Old Bagdale Hall

Old Bagdale Hall in Whitby is one of those elderly buildings which one simply knows has a curious history without ever having researched it. It is now a hotel, quite sensibly, and the local tourist guide’s sales patter warbles thus:

Bagdale Hall is a spectacular place to visit for those seeking an unforgettable experience from start to finish. Its history is intriguing, and a unique place to stay in a great location in Whitby. In this article, you can learn more about Bagdale Hall.

The hotel’s own words are rather more modest, though no less attractive:

An old Tudor manor house dating back to 1516. The rooms in Bagdale Hall retain much of the character of the original house with beamed ceilings, four-poster beds and stone mullioned windows with leaded-lights. There are some spectacular fireplaces and original features, complemented by traditional, comfortable furnishings.

My holidays' budget precludes residence at such an establishment, but I still enjoyed it from without. Although its mandatory blue plaque states it was built circa 1530, both dates agree that it was erected on the eve of momentous national events and seismic changes, by which I mean the Reformation. The old medieval world was crumbling away, and the modern world breaking through.

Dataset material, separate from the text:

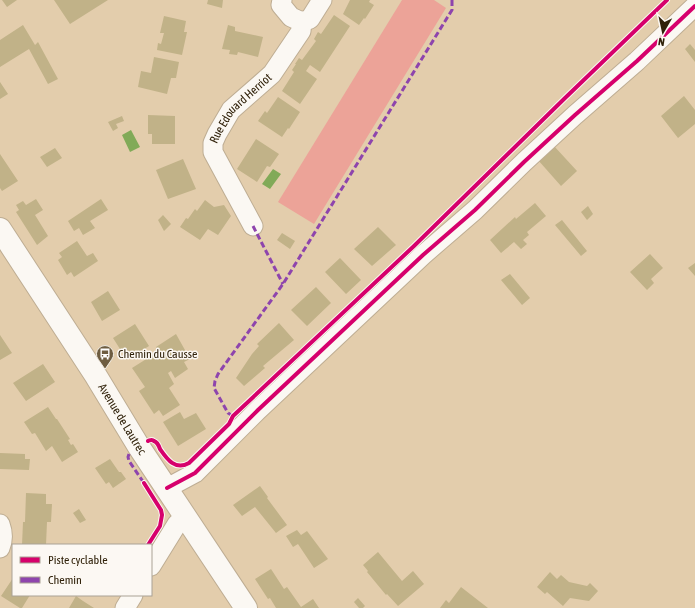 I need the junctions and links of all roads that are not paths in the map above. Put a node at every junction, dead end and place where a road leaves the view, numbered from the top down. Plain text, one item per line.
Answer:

A few generations later it played a small part in the civil wars. Its owner, Captain Browne Bushell, was a Parliamentarian officer who had served with his relative, Sir Hugh Cholmley, in defending Scarborough from the Royalists who eventually captured it. Bushell recaptured it but he and Cholmley decided to switch sides, giving it back to the King’s forces. This eventually resulted in his arrest, imprisonment and execution on the orders of the Parliament he had betrayed.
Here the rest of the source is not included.